Fanout queries are automatically generated variations of a base prompt used to measure how robustly LLMs mention a brand across phrasings.
  • One idea, many phrasings—so you are not fooled by a lucky wording.

  • Essential before trusting a single headline LLM-Score.

Definition

Fanout queries are controlled paraphrases and angle variations around the same user intent—"best CRM for SMB" vs "CRM tools for small teams" vs "affordable CRM with invoicing." They exist because models are sensitive to lexical choice. A brand that appears in one phrasing but vanishes in another has brittle visibility, not a durable win.

How it's computed

Getllmspy generates a fanout set from your base organic prompts or category templates, then runs them through the same model coverage. Aggregation looks at mention stability, rank-like placement when lists appear, and sentiment drift across variants.

How to read it

High stability means your positioning is encoded in multiple ways models recognize.
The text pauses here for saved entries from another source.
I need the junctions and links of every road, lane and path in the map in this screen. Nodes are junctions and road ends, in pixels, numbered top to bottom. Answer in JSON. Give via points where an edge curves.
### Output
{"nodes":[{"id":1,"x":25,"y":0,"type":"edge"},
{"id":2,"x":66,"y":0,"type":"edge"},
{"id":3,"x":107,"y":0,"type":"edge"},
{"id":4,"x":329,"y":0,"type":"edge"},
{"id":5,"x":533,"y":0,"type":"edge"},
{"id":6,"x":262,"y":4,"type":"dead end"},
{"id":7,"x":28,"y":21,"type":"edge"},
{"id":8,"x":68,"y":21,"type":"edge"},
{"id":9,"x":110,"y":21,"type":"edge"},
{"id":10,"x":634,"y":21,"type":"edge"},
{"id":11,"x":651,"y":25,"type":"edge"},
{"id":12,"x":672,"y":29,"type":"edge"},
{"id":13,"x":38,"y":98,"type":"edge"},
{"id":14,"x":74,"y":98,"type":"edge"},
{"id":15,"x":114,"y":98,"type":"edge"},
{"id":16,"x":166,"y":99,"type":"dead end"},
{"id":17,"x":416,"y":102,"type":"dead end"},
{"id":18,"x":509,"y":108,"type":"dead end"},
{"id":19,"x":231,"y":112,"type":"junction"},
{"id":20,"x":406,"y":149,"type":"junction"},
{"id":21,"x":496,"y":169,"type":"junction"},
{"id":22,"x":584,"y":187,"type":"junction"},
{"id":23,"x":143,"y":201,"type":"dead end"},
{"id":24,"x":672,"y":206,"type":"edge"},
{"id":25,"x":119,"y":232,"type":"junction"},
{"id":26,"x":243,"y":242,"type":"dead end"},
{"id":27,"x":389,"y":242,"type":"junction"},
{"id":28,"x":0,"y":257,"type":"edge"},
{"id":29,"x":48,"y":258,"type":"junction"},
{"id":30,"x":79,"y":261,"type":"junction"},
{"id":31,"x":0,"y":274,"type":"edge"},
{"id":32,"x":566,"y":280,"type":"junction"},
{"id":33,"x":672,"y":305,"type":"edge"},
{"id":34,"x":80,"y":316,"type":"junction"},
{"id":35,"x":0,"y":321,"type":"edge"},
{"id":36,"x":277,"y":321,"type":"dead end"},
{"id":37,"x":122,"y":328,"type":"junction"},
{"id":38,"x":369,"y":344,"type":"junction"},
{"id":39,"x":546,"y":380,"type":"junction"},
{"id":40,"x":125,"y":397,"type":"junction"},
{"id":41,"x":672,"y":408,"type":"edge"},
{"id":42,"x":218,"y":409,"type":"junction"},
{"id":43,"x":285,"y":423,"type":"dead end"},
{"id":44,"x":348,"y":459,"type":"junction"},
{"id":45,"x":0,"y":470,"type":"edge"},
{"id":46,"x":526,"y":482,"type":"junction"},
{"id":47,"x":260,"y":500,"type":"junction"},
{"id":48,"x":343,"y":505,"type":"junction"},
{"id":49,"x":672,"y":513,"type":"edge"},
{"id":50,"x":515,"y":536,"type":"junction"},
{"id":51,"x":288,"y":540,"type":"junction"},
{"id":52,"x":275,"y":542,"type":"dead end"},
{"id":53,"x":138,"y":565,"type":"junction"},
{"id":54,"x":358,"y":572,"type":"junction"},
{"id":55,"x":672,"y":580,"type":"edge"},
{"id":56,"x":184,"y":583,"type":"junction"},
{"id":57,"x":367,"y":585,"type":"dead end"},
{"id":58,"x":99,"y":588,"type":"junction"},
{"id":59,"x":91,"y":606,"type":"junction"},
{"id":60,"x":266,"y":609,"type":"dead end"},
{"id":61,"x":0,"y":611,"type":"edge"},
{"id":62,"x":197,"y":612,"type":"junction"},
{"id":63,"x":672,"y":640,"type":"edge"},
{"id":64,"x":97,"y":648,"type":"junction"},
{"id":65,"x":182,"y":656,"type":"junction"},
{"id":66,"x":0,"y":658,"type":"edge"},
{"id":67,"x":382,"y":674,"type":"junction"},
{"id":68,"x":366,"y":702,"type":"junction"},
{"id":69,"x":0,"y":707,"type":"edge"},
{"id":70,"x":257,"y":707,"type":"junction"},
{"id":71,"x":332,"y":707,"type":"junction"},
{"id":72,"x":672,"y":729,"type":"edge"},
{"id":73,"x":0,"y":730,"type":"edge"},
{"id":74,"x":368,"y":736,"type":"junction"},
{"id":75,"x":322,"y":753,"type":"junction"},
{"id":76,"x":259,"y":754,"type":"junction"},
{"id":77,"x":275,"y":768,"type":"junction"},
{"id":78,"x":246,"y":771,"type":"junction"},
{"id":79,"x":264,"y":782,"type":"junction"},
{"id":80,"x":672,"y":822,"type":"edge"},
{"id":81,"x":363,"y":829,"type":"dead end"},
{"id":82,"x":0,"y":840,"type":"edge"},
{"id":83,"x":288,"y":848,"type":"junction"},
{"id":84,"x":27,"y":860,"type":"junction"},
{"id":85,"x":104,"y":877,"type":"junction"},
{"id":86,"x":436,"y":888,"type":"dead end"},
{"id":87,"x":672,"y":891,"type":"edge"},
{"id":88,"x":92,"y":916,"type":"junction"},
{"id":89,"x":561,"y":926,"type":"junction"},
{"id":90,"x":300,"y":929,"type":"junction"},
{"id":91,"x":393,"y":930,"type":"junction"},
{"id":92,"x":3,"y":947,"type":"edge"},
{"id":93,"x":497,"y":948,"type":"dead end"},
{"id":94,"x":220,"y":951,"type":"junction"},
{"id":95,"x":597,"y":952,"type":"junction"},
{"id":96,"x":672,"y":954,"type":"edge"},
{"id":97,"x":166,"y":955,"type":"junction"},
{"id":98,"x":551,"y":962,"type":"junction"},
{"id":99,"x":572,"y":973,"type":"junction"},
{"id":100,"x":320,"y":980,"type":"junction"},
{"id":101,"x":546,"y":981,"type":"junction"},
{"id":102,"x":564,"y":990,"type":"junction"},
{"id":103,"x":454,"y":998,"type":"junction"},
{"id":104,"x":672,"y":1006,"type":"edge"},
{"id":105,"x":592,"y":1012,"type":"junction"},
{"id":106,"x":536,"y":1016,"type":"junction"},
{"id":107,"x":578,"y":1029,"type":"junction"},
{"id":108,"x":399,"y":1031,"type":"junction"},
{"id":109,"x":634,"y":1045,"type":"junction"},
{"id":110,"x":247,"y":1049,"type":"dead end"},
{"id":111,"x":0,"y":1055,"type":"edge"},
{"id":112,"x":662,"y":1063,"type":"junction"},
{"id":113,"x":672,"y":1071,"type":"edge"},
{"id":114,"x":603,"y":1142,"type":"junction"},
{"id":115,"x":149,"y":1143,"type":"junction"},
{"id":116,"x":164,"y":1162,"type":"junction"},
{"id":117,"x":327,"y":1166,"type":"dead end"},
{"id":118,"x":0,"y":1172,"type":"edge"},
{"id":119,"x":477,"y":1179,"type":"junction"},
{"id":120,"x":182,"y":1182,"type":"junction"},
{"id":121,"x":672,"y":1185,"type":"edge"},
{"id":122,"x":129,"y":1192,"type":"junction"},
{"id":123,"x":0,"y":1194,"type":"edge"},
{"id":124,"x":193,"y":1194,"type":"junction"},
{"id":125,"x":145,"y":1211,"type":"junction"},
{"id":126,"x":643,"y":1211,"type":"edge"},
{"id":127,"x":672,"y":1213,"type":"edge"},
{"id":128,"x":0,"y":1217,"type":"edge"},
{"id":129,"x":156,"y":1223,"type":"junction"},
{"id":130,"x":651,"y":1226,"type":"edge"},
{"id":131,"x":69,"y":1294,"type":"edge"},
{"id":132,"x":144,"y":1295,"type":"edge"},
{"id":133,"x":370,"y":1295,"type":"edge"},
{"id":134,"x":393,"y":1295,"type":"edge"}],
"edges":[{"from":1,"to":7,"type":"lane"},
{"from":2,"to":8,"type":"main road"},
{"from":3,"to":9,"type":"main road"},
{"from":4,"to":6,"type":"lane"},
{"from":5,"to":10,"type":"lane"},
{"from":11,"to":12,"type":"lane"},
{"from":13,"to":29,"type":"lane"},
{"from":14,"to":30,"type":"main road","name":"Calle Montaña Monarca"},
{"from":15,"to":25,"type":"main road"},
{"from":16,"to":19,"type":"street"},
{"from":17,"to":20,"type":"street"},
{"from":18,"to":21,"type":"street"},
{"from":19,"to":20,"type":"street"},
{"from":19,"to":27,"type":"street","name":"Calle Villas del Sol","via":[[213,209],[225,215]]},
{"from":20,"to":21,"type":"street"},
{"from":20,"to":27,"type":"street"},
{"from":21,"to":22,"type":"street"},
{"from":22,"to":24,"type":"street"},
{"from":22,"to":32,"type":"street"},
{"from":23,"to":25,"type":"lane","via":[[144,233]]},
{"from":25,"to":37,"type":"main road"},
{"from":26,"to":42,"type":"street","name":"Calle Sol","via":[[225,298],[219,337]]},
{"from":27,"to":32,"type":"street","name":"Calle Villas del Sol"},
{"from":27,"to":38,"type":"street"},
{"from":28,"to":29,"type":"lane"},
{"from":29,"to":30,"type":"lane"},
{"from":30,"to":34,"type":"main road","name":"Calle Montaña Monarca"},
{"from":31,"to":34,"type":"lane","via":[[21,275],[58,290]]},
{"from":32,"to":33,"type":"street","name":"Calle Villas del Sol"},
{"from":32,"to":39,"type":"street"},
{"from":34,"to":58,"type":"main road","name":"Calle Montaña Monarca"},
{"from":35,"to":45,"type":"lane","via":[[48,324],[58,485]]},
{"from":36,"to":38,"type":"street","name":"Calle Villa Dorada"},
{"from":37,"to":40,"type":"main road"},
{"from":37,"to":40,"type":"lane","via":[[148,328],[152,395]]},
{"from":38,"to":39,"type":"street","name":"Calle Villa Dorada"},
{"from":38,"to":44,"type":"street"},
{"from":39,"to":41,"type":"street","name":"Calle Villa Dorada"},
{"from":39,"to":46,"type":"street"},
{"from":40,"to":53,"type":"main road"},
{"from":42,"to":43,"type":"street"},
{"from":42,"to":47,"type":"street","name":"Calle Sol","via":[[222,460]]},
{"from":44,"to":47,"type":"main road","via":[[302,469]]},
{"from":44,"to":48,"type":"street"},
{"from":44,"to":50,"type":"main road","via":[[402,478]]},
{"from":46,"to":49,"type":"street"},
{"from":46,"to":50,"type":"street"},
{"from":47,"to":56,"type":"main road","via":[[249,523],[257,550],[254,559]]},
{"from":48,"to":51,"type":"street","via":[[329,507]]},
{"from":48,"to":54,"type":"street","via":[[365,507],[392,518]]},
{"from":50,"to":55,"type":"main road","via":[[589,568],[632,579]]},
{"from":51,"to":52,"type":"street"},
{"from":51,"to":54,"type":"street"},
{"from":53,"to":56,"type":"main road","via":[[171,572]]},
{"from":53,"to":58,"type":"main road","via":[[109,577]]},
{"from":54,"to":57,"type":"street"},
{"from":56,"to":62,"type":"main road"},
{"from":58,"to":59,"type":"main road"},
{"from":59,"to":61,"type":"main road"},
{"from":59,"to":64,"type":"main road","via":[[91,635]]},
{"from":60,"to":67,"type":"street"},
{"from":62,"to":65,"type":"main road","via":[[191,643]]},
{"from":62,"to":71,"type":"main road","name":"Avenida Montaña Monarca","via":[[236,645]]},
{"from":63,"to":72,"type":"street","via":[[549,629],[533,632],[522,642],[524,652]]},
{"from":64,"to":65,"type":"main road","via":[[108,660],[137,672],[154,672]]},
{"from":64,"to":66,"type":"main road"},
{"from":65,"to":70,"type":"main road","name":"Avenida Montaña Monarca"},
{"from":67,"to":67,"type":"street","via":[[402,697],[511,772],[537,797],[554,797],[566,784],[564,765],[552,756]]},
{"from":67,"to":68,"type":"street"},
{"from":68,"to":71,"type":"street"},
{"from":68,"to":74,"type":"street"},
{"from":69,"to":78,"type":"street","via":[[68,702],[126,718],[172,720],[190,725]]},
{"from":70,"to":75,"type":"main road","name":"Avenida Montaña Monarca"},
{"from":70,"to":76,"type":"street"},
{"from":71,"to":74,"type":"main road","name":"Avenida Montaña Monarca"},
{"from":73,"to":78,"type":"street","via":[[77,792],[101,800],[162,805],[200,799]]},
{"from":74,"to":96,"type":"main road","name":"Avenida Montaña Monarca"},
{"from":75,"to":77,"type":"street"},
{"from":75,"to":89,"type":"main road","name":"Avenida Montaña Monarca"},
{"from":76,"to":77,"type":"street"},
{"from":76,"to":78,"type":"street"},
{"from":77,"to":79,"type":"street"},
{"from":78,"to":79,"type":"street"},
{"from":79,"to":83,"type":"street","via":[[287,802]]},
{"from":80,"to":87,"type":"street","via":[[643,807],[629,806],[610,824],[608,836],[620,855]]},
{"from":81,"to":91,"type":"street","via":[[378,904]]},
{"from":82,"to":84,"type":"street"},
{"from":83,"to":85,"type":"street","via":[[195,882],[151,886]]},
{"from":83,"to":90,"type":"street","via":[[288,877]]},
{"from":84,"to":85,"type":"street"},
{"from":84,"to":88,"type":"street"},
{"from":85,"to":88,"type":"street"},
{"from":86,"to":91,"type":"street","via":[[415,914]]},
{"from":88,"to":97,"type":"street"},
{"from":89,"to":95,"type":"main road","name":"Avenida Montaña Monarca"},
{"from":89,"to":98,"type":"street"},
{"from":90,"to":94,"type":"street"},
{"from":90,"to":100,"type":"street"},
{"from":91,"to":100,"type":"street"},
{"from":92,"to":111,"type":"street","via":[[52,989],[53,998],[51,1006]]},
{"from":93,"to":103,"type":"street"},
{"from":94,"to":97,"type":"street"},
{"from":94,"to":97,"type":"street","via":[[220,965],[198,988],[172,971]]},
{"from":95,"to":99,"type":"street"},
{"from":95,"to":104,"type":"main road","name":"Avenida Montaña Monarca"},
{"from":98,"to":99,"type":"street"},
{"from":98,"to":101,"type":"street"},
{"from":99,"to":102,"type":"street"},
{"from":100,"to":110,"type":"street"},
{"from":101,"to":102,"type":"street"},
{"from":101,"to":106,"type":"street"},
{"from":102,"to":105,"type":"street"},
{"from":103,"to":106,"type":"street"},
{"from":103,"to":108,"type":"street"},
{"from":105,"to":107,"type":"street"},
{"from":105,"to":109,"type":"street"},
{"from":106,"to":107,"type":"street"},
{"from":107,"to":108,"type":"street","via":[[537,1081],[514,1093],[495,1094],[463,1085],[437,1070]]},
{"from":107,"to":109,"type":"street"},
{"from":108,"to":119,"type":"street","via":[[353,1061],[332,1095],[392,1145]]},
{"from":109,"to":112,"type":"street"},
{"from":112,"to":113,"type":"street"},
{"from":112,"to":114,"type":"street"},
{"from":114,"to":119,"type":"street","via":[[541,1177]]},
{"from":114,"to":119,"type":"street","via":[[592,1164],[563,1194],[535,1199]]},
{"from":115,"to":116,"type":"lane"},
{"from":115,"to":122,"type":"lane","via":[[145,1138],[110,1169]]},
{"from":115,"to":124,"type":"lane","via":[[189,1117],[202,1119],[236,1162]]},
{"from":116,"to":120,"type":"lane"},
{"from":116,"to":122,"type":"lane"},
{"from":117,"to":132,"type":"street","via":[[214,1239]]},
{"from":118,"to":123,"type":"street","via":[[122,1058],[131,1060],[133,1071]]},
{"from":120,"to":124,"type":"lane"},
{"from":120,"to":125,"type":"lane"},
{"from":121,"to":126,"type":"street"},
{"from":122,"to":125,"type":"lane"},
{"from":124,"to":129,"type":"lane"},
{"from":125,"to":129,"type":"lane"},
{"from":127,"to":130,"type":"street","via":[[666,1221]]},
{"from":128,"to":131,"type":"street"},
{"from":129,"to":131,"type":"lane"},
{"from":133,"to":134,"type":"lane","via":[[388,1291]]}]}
Wild swings across fanouts mean you should tighten definitions, add corroborating sources, or fix conflicting pages that teach the model different stories.

When to use

  • Before/after a site migration or rebranding.
  • When a competitor suddenly wins a niche phrase.
  • When marketing wants proof beyond a single screenshot.

When fanouts matter most

If your LLM-Score jumps between runs without obvious product changes, you may have wording-luck instead of durable presence.

Example of brittle visibility:

  • “Best brand monitoring tool for ChatGPT” → brand appears in 9/10 answers
  • “Tool to track mentions in neural assistants” → brand appears in 2/10 answers

Same buyer intent, different vocabulary. Fanouts expose that gap so you can tighten definitions, synonyms, and corroborating sources.